= Directions for this task =
Every line below containing the word "that" should be found and copied.

Given records below:

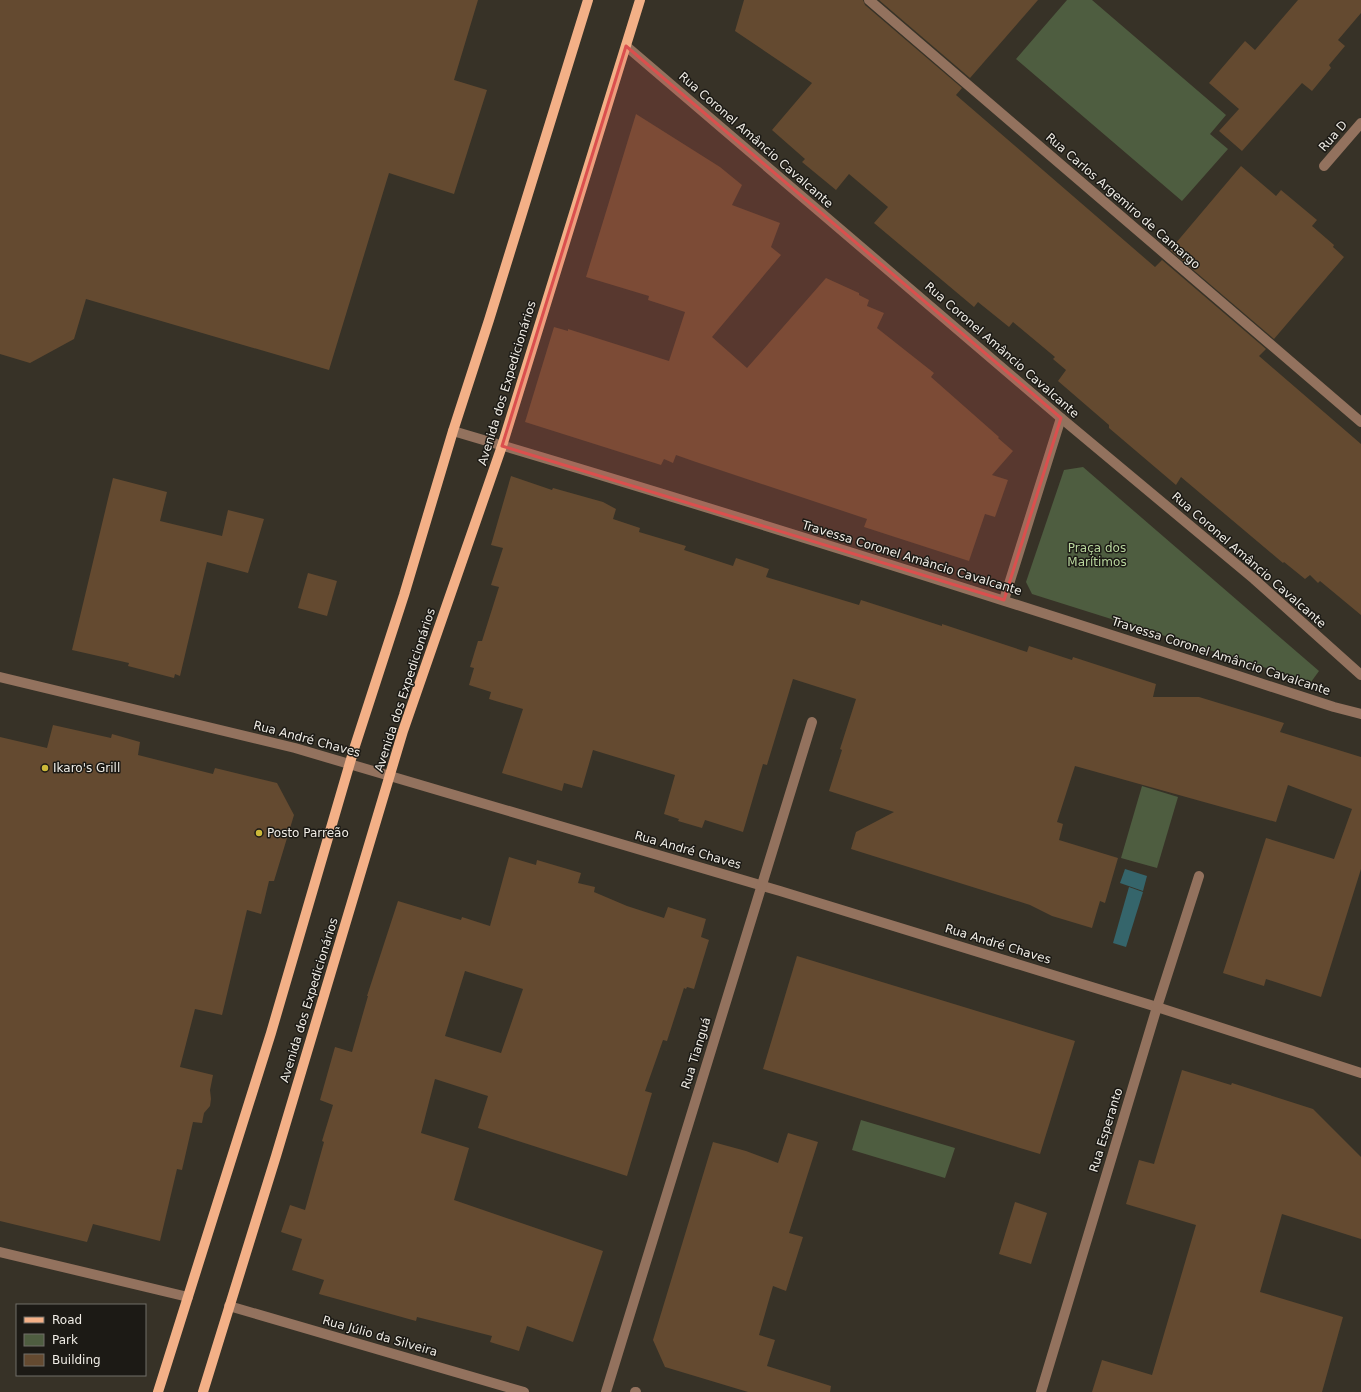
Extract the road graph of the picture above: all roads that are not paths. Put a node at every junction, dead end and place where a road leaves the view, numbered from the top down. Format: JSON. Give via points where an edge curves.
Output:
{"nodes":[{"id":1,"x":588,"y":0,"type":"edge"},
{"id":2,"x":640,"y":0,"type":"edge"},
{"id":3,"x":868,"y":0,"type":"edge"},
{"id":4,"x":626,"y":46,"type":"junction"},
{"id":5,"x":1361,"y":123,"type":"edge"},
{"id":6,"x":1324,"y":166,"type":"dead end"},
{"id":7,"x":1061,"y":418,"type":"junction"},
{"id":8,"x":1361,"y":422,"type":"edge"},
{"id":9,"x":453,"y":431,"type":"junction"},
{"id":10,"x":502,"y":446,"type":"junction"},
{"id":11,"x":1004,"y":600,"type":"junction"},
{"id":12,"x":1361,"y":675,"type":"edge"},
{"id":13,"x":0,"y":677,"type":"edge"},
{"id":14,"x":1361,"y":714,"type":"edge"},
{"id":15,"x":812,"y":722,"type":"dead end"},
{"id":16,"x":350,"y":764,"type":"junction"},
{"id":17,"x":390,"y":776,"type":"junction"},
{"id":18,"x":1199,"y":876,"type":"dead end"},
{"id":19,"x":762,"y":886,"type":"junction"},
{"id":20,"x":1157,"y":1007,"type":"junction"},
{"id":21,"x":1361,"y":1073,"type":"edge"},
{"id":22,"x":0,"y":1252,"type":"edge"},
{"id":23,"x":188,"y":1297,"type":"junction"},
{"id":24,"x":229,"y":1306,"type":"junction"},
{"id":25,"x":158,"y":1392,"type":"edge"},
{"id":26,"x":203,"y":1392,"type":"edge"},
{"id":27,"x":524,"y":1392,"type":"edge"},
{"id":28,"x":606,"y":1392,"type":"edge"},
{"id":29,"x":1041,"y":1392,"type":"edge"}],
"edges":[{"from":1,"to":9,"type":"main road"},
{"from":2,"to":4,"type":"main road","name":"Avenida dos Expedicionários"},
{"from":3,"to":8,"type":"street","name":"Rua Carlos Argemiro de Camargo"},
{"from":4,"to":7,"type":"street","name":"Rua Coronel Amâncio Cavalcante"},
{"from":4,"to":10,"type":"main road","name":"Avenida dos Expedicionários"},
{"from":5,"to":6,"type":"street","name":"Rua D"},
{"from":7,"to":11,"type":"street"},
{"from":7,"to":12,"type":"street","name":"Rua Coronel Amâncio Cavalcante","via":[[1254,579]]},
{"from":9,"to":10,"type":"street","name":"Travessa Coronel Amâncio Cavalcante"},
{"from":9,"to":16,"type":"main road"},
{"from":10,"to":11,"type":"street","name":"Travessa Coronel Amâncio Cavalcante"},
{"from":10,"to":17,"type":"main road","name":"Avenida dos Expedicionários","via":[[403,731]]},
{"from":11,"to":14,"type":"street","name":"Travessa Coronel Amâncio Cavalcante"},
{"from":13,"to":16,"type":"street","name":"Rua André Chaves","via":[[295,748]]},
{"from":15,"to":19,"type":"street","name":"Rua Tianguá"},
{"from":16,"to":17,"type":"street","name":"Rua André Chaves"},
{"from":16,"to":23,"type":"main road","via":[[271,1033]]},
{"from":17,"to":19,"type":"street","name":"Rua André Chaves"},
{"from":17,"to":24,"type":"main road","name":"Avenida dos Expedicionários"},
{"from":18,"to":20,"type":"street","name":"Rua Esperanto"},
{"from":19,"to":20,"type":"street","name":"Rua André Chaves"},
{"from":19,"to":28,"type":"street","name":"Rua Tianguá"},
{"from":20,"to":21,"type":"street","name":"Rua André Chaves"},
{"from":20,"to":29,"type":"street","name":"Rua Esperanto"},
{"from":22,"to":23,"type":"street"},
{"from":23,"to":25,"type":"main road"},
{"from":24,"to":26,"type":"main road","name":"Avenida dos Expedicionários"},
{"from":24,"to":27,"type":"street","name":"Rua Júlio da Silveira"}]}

End of Given records.
Given records below:

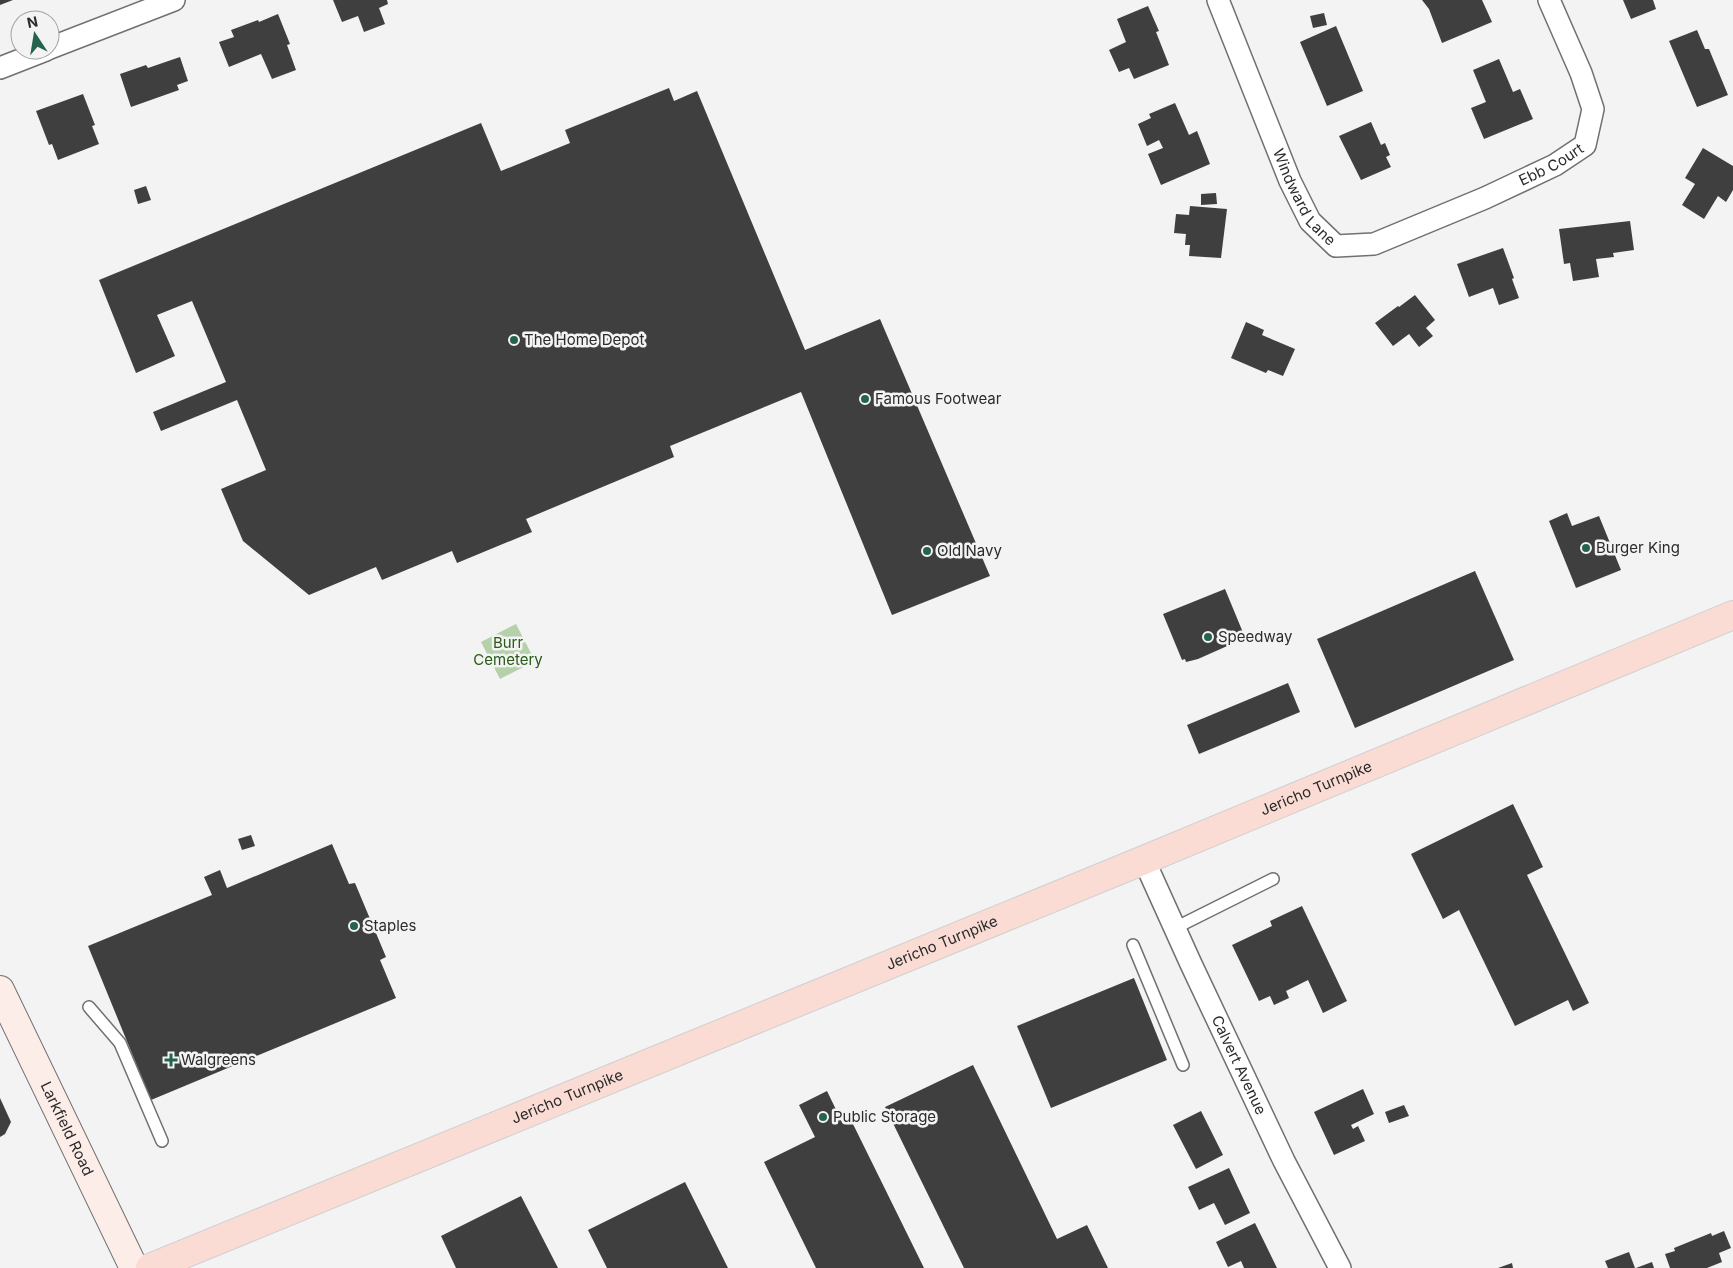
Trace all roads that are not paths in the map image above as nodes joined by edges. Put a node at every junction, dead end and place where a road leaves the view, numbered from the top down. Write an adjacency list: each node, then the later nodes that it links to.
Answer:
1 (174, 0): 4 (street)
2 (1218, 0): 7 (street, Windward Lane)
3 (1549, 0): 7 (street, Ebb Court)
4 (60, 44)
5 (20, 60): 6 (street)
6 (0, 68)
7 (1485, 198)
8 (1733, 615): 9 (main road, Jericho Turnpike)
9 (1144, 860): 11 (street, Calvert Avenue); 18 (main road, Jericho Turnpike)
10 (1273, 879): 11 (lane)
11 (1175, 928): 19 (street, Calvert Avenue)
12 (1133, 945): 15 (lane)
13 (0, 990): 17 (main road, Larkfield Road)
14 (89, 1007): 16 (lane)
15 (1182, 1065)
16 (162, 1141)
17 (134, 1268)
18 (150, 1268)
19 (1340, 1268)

End of Given records.

= Your solution =
Extract the road graph of the picture above: all roads that are not paths. Put a node at every junction, dead end and place where a road leaves the view, numbered from the top down. Format: JSON. Give via points where an edge curves.
Trace all roads that are not paths in the map image above as nodes joined by edges. Put a node at every junction, dead end and place where a road leaves the view, numbered from the top down. Write an adjacency list: each node, then the later nodes that it links to.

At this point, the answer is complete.